From Raging Bull, to Rocky and right up the recent Creed movies, Hollywood has always had a fascination with boxing as a narrative. It’s a sport that lends itself with relative ease to the silver screen – The young man who came from nothing, the outsider who no one gave a chance, the raw emotion of a fighter who refuses to be defeated. But what about the story of the boxer transformed himself from a journeyman to a world champion on just 48 hours’ notice?

It’s 1993 in South Wales and Steve Robinson is eating pie and chips when the phone rings, he doesn't know it just yet but it's a call that would lead to his name being etched into boxing folklore. John Davison was due to challenge Ruben Palacios for the WBO World Featherweight title in Newcastle but only two days before the bout Palacios tested HIV+ and was immediately stripped of his WBO title leaving it vacant. In a frenzy to salvage the show, promoter Tommy Gilmour Jr. got on the phone for a late replacement and unfortunately for Davison, Robinson answered the call on his mother-in-law’s phone.
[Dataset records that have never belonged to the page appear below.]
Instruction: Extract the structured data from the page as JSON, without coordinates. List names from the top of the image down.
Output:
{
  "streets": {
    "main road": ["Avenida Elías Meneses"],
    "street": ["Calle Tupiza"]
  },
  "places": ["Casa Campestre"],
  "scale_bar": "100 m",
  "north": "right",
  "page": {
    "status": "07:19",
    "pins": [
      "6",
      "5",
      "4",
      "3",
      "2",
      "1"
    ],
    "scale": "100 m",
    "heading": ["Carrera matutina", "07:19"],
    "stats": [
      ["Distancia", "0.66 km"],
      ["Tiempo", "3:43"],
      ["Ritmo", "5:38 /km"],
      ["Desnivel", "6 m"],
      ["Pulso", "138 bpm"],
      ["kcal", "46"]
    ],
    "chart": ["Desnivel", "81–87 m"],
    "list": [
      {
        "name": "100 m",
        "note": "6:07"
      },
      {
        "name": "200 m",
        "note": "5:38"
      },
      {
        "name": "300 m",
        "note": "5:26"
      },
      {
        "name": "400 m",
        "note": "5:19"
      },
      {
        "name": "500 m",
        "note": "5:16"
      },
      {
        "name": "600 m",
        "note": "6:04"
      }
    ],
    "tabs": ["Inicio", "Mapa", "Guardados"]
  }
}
“Actually, I’ll tell you the truth, I gave up my job not long before the phone call. I gave it up about a week or so before to take up full-time training. I was just getting into full-time training and then I had the phone call. It was out of the blue! The way it happened was Ruben Palacios tested HIV+ and they stripped him of the title and needed an opponent for John Davison on two days’ notice. This day and age they wouldn’t be able to sanction that fight with the rules and regulations but somehow they got me to fight for the world title. They asked a few other people to take the fight who said no they wouldn’t be ready. But I thought, I’ll be ready – I was 7lbs overweight, so I had to lose 7lbs.”
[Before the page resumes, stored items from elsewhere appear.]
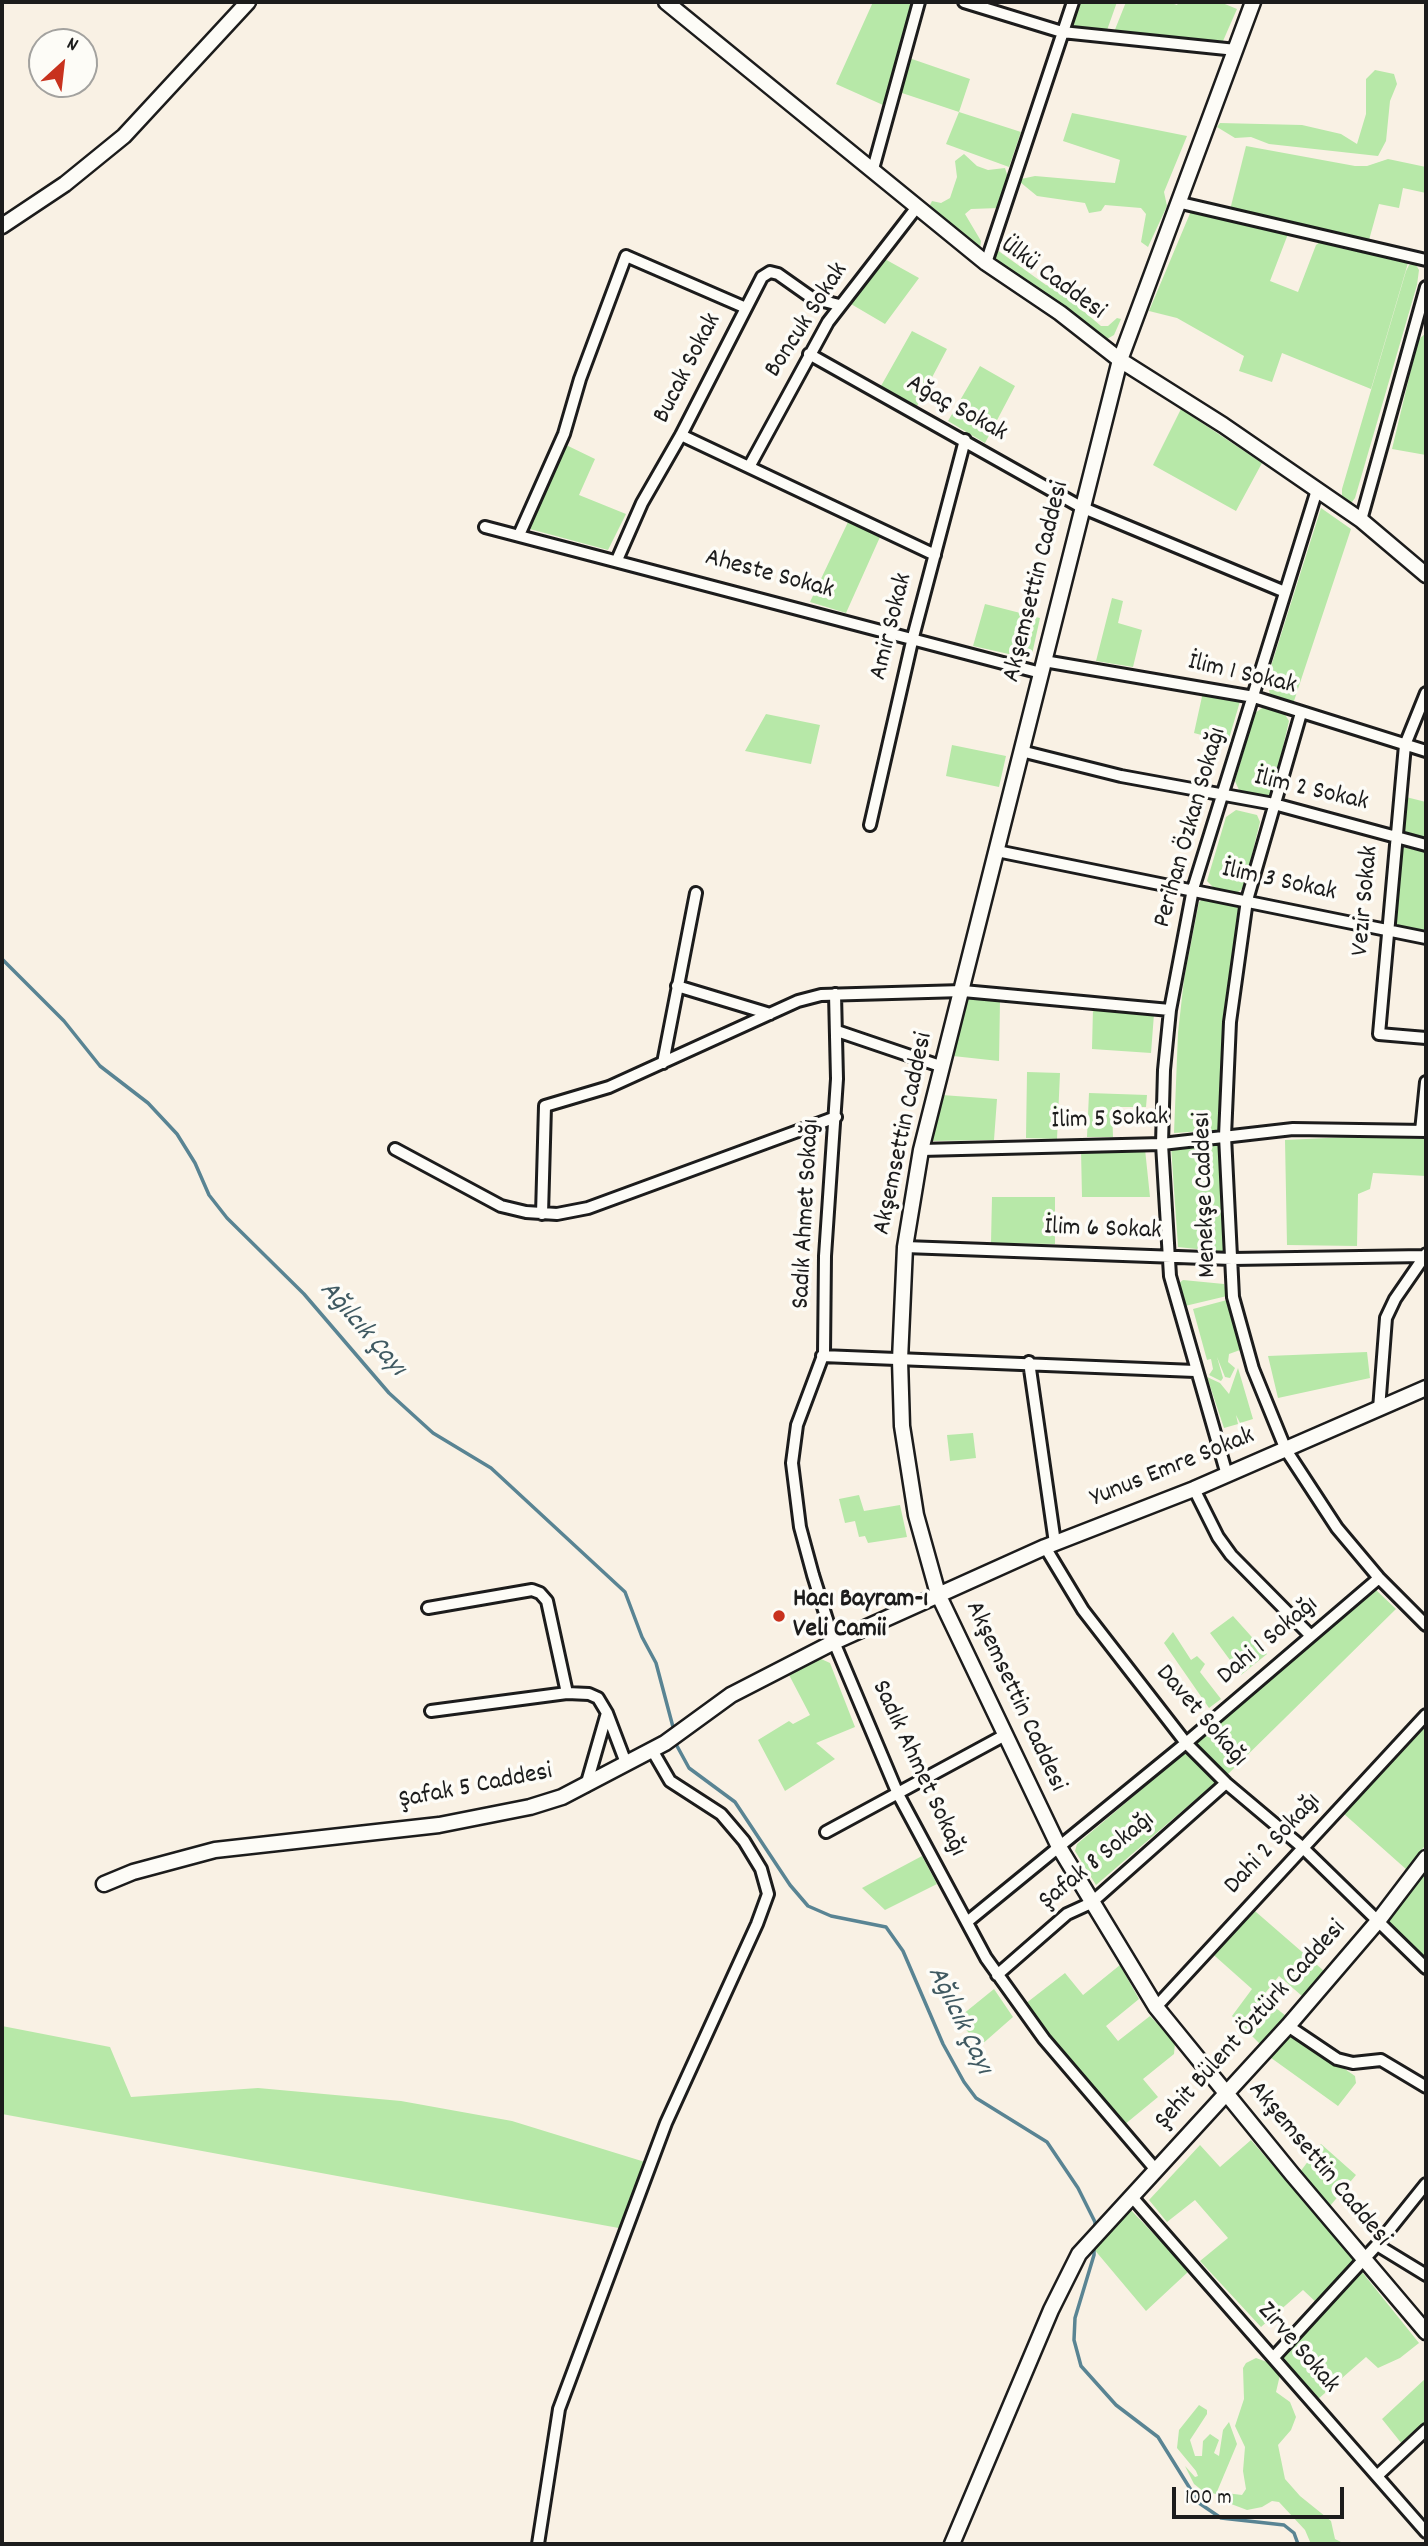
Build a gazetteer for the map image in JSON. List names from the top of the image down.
{
  "streets": {
    "street": [
      "Ülkü Caddesi",
      "Boncuk Sokak",
      "Bucak Sokak",
      "Ağaç Sokak",
      "Aheste Sokak",
      "Akşemsettin Caddesi",
      "Amir Sokak",
      "İlim 1 Sokak",
      "İlim 2 Sokak",
      "Perihan Özkan Sokağı",
      "İlim 3 Sokak",
      "Vezir Sokak",
      "İlim 5 Sokak",
      "Menekşe Caddesi",
      "Sadık Ahmet Sokağı",
      "İlim 6 Sokak",
      "Yunus Emre Sokak",
      "Dahi 1 Sokağı",
      "Davet Sokağı",
      "Şafak 5 Caddesi",
      "Dahi 2 Sokağı",
      "Şafak 8 Sokağı",
      "Şehit Bülent Öztürk Caddesi",
      "Zirve Sokak"
    ]
  },
  "crossings": [
    ["Ülkü Caddesi", "Boncuk Sokak"],
    ["Ülkü Caddesi", "Akşemsettin Caddesi"],
    ["Ülkü Caddesi", "Perihan Özkan Sokağı"],
    ["Boncuk Sokak", "Bucak Sokak"],
    ["Boncuk Sokak", "Ağaç Sokak"],
    ["Bucak Sokak", "Aheste Sokak"],
    ["Ağaç Sokak", "Akşemsettin Caddesi"],
    ["Ağaç Sokak", "Amir Sokak"],
    ["Ağaç Sokak", "Perihan Özkan Sokağı"],
    ["Aheste Sokak", "Akşemsettin Caddesi"],
    ["Aheste Sokak", "Amir Sokak"],
    ["Aheste Sokak", "İlim 1 Sokak"],
    ["Akşemsettin Caddesi", "İlim 1 Sokak"],
    ["Akşemsettin Caddesi", "İlim 2 Sokak"],
    ["Akşemsettin Caddesi", "İlim 3 Sokak"],
    ["Akşemsettin Caddesi", "İlim 5 Sokak"],
    ["Akşemsettin Caddesi", "İlim 6 Sokak"],
    ["Akşemsettin Caddesi", "Yunus Emre Sokak"],
    ["Akşemsettin Caddesi", "Dahi 1 Sokağı"],
    ["Akşemsettin Caddesi", "Şafak 5 Caddesi"],
    ["Akşemsettin Caddesi", "Dahi 2 Sokağı"],
    ["Akşemsettin Caddesi", "Şafak 8 Sokağı"],
    ["Akşemsettin Caddesi", "Şehit Bülent Öztürk Caddesi"],
    ["İlim 1 Sokak", "Perihan Özkan Sokağı"],
    ["İlim 1 Sokak", "Vezir Sokak"],
    ["İlim 1 Sokak", "Menekşe Caddesi"],
    ["İlim 2 Sokak", "Perihan Özkan Sokağı"],
    ["İlim 2 Sokak", "Vezir Sokak"],
    ["İlim 2 Sokak", "Menekşe Caddesi"],
    ["Perihan Özkan Sokağı", "İlim 3 Sokak"],
    ["Perihan Özkan Sokağı", "İlim 5 Sokak"],
    ["Perihan Özkan Sokağı", "İlim 6 Sokak"],
    ["Perihan Özkan Sokağı", "Yunus Emre Sokak"],
    ["İlim 3 Sokak", "Vezir Sokak"],
    ["İlim 3 Sokak", "Menekşe Caddesi"],
    ["İlim 5 Sokak", "Menekşe Caddesi"],
    ["Menekşe Caddesi", "İlim 6 Sokak"],
    ["Menekşe Caddesi", "Yunus Emre Sokak"],
    ["Menekşe Caddesi", "Dahi 1 Sokağı"],
    ["Sadık Ahmet Sokağı", "Dahi 1 Sokağı"],
    ["Sadık Ahmet Sokağı", "Şafak 5 Caddesi"],
    ["Sadık Ahmet Sokağı", "Şafak 8 Sokağı"],
    ["Sadık Ahmet Sokağı", "Şehit Bülent Öztürk Caddesi"],
    ["Yunus Emre Sokak", "Davet Sokağı"],
    ["Yunus Emre Sokak", "Şafak 5 Caddesi"],
    ["Dahi 1 Sokağı", "Davet Sokağı"],
    ["Davet Sokağı", "Dahi 2 Sokağı"],
    ["Davet Sokağı", "Şafak 8 Sokağı"],
    ["Davet Sokağı", "Şehit Bülent Öztürk Caddesi"],
    ["Şehit Bülent Öztürk Caddesi", "Zirve Sokak"]
  ],
  "water": ["Ağılcık Çayı"],
  "places": ["Hacı Bayram-ı Veli Camii"],
  "scale_bar": "100 m",
  "north": "top right"
}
I put it to Robinson that they must have overlooked him, with only 48 hours’ notice and a relatively unimpressive record at the time of 13 wins, 9 losses and 1 draw there wouldn’t have been many backing him.
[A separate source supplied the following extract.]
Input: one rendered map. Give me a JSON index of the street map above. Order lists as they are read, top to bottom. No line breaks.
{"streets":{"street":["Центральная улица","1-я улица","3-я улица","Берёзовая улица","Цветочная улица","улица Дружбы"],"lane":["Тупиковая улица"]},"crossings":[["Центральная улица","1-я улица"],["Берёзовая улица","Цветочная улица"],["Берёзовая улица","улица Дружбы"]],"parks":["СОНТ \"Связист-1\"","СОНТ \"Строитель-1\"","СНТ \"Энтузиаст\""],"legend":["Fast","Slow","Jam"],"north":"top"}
“They must have overlooked me but obviously they knew I was a good fighter, not a bad fighter, but obviously beatable because my record didn’t look much. Of my 9 losses, a lot of those I thought I won – I’ve been robbed many times."

As a late replacement with many assuming he was there just to make up the numbers and up against the hometown fighter it seems Robinson could well become victim to another close decision going against him. This time though, on the biggest of nights, Robinson, dubbed by many as The Cinderella Man, had his Hollywood moment as referee William Conners lifted his arm in victory as the announcer bellowed “The winner, and the new WBO Featherweight champion of the world is Robinson, ladies and gentlemen. Robinson is the winner!”

In a whirlwind 48 hours, Robinson goes from rank outsider to featherweight royalty and from relative unknown to newspaper back page features.

A victorious Steve Robinson | WalesOnline

“Obviously, people recognised me out on the street and I was in the papers. I was Steve Robinson world featherweight champion, I had to pinch myself a couple of times to realise I was a world champion. I adapted to it though, I stayed humble, I didn’t get big-headed and I still had the same friends.”

While the local papers and those in his South Wales community may have heralded Robinson’s victory as a monumental success, there was more than the fair share of detractors who labelled Robinson’s victory as somewhat of a fluke. They say it’s hard making it to the top but it’s even harder to stay there.

Going into the John Davison title fight, Robinson had won four and lost three of his previous seven fights and was challenging for the title off the back of a points decision loss in France. It was little wonder that many seemed to be waiting with bated breath for him to fall from his throne as quickly as he had become seated upon it.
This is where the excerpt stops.